I want to download/scrape 50 million log records from a site. Instead of downloading 50 million in one go, I was trying to download it in parts like 10 million at a time using the following code but it's only handling 20,000 at a time (more than that throws an error) so it becomes time-consuming to download that much data. Currently, it takes 3-4 mins to download 20,000 records with the speed of 100%|██████████| 20000/20000 [03:48<00:00, 87.41it/s]
so how to speed it up?
import asyncio
import aiohttp
import time
import tqdm
import nest_asyncio
nest_asyncio.apply()
async def make_numbers(numbers, _numbers):
for i in range(numbers, _numbers):
yield i
n = 0
q = 10000000
async def fetch():
# example
url = "https://httpbin.org/anything/log?id="
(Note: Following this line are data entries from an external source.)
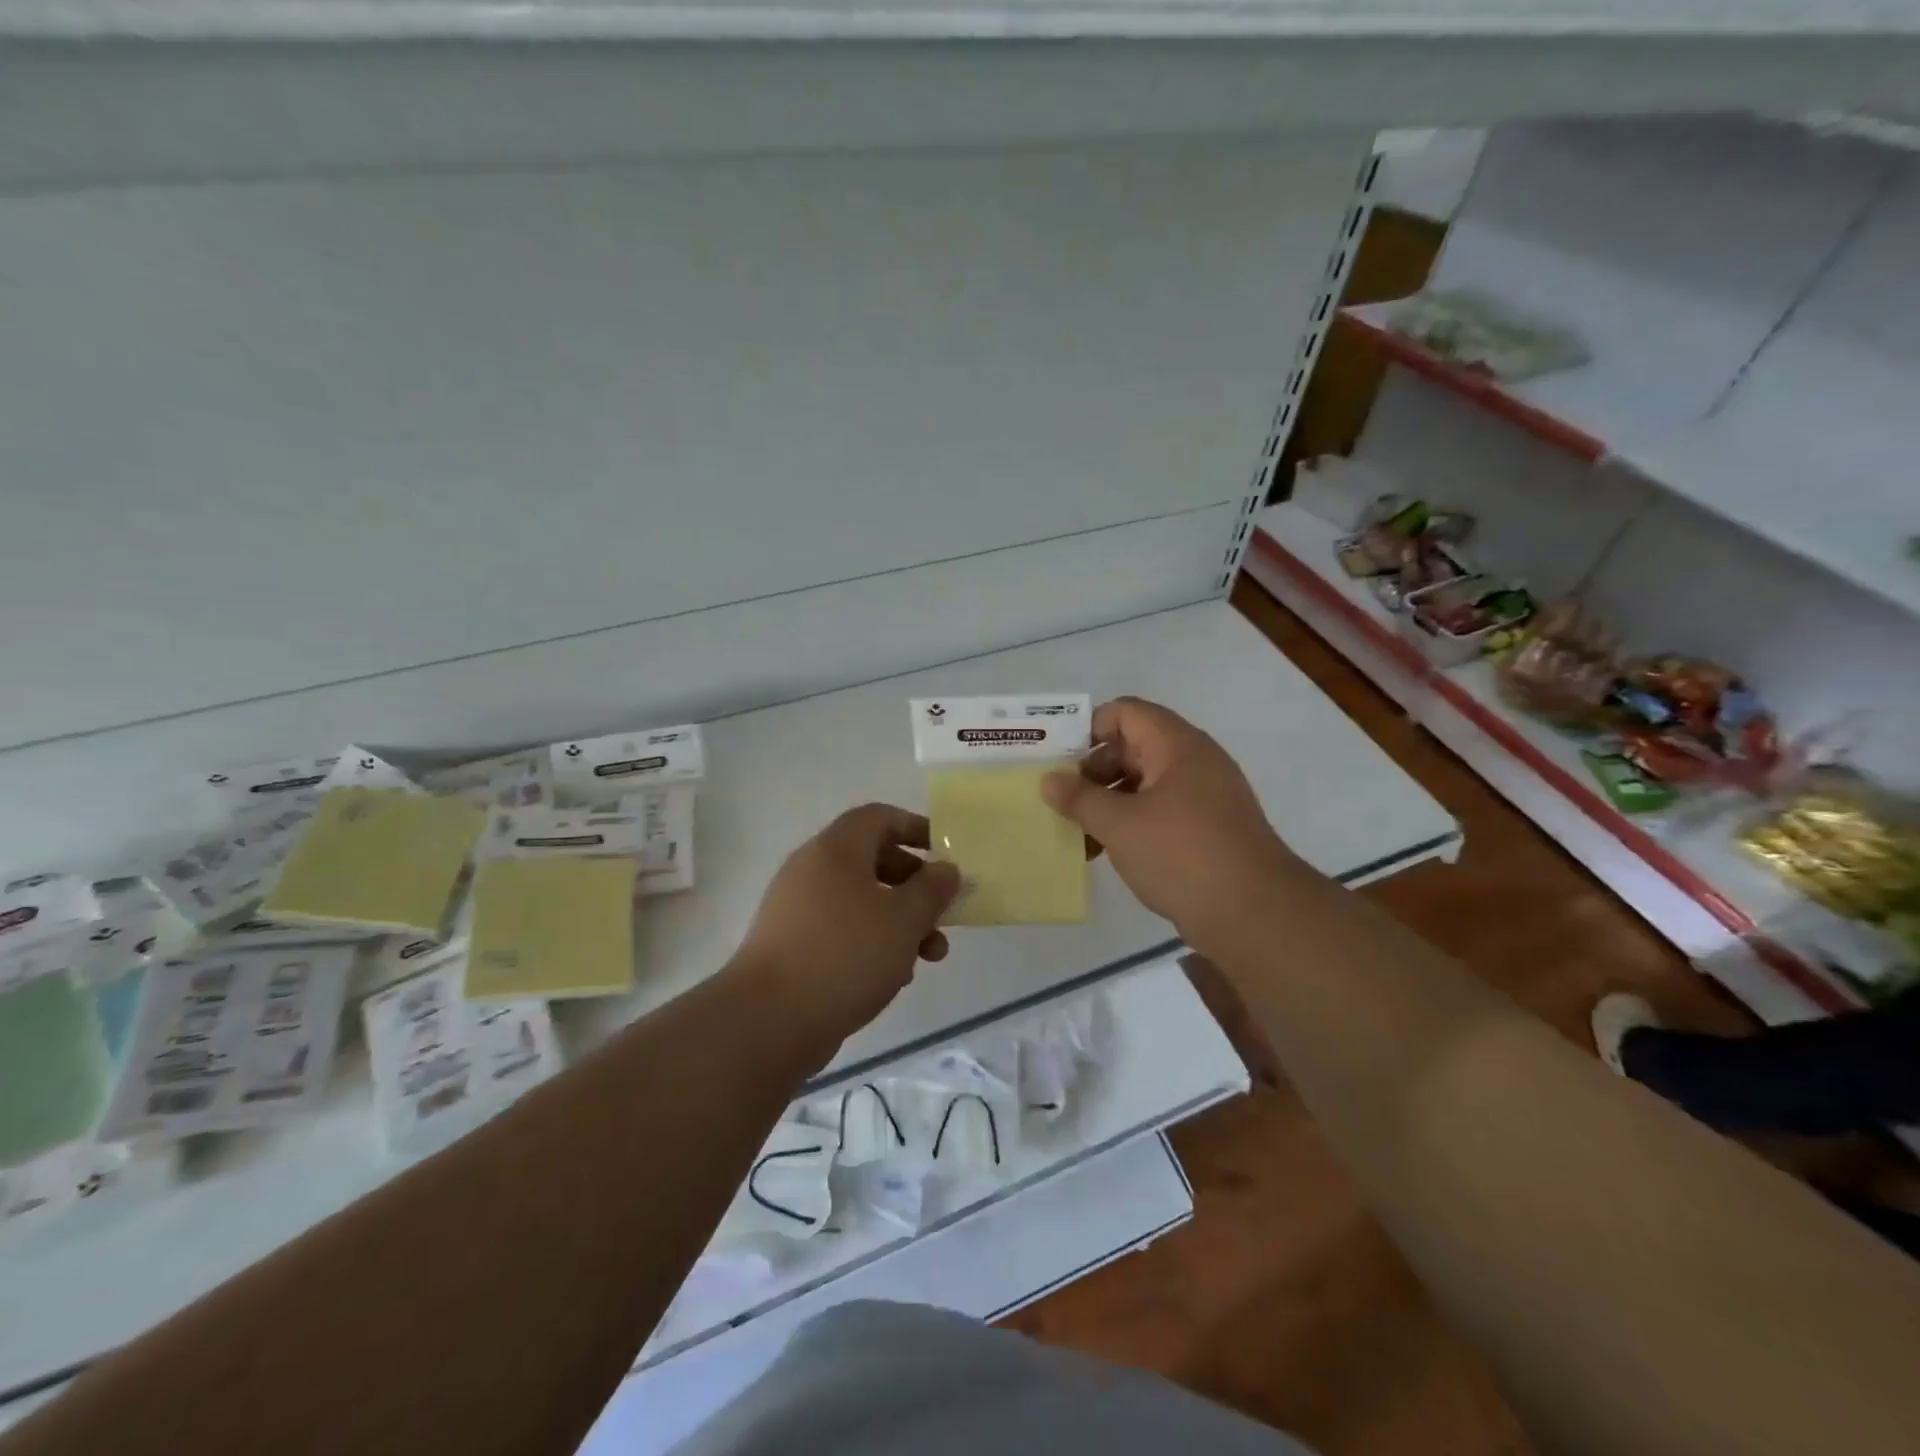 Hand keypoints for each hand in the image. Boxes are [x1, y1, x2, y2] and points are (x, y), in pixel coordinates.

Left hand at [730, 803, 961, 1055]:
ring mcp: (797, 908)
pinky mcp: (791, 945)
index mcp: (836, 849)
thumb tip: (945, 868)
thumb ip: (932, 889)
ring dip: (899, 922)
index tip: (946, 855)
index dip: (916, 828)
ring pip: (860, 901)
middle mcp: (812, 869)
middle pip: (873, 860)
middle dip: (915, 887)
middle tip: (942, 914)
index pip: (879, 817)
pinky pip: (840, 930)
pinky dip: (870, 943)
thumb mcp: (904, 919)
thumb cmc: (845, 955)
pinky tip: (891, 978)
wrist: (768, 1020)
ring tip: (927, 957)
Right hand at [1043, 696, 1296, 949]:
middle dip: (1093, 772)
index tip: (1058, 760)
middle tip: (1062, 801)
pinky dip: (1131, 823)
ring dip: (1109, 803)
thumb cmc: (1181, 854)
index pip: (1126, 712)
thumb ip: (1079, 798)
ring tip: (1077, 833)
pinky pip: (1160, 812)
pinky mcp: (1209, 829)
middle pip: (1133, 747)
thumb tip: (1049, 780)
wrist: (1255, 913)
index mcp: (1177, 745)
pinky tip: (1106, 852)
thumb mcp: (1119, 824)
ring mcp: (1205, 796)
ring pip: (1144, 784)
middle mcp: (1194, 761)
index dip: (1088, 728) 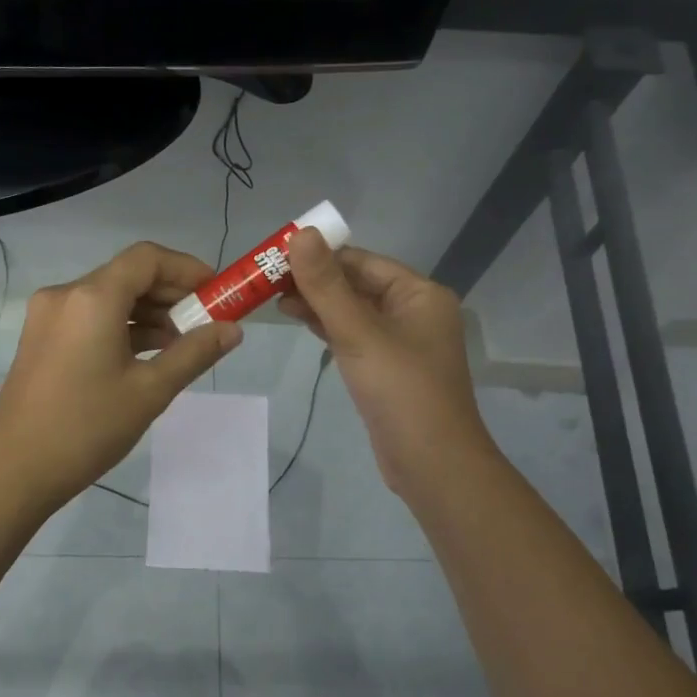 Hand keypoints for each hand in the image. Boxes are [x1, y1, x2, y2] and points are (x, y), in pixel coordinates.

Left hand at [0, 241, 240, 511]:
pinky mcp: (41, 337)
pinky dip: (121, 326)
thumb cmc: (87, 428)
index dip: (187, 268)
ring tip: (181, 344)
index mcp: (92, 298)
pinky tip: (146, 354)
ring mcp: (48, 316)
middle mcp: (66, 295)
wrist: (16, 470)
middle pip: (127, 275)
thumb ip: (194, 353)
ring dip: (147, 312)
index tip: (216, 292)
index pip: (147, 258)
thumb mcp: (150, 391)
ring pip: (108, 297)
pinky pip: (89, 317)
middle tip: (206, 322)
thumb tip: (233, 330)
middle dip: (170, 293)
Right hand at [280, 230, 493, 497]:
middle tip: (265, 278)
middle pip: (356, 283)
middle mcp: (414, 311)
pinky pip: (354, 335)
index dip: (319, 254)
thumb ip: (326, 285)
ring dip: (317, 302)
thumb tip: (301, 233)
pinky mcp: (387, 367)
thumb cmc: (400, 391)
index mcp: (419, 294)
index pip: (361, 261)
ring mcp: (401, 341)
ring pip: (352, 310)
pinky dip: (327, 326)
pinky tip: (298, 320)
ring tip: (272, 297)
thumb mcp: (358, 333)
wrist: (431, 463)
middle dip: (314, 279)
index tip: (275, 254)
async with aiohttp.ClientSession() as session:
post_tasks = []
# prepare the coroutines that poat
async for x in make_numbers(n, q):
post_tasks.append(do_get(session, url, x))
# now execute them all at once
responses = [await f for f in tqdm.tqdm(asyncio.as_completed(post_tasks), total=len(post_tasks))]
async def do_get(session, url, x):
headers = {
'Content-Type': "application/x-www-form-urlencoded",
'Access-Control-Allow-Origin': "*",
'Accept-Encoding': "gzip, deflate",
'Accept-Language': "en-US"
}
async with session.get(url + str(x), headers=headers) as response:
data = await response.text()
print(data)
s = time.perf_counter()
try:
loop = asyncio.get_event_loop()
loop.run_until_complete(fetch())
except:
print("error")
elapsed = time.perf_counter() - s
# print(f"{__file__} executed in {elapsed:0.2f} seconds.")
Traceback (most recent call last):
File "C:\Users\SGM\AppData\Local\Programs\Python\Python39\lib\site-packages\aiohttp\connector.py", line 986, in _wrap_create_connection
return await self._loop.create_connection(*args, **kwargs) # type: ignore[return-value] # noqa
File "C:\Users\SGM\AppData\Local\Programs\Python\Python39\lib\asyncio\base_events.py", line 1056, in create_connection
raise exceptions[0]
File "C:\Users\SGM\AppData\Local\Programs\Python\Python39\lib\asyncio\base_events.py", line 1041, in create_connection
sock = await self._connect_sock(
File "C:\Users\SGM\AppData\Local\Programs\Python\Python39\lib\asyncio\base_events.py", line 955, in _connect_sock
await self.sock_connect(sock, address)
File "C:\Users\SGM\AppData\Local\Programs\Python\Python39\lib\asyncio\proactor_events.py", line 702, in sock_connect
return await self._proactor.connect(sock, address)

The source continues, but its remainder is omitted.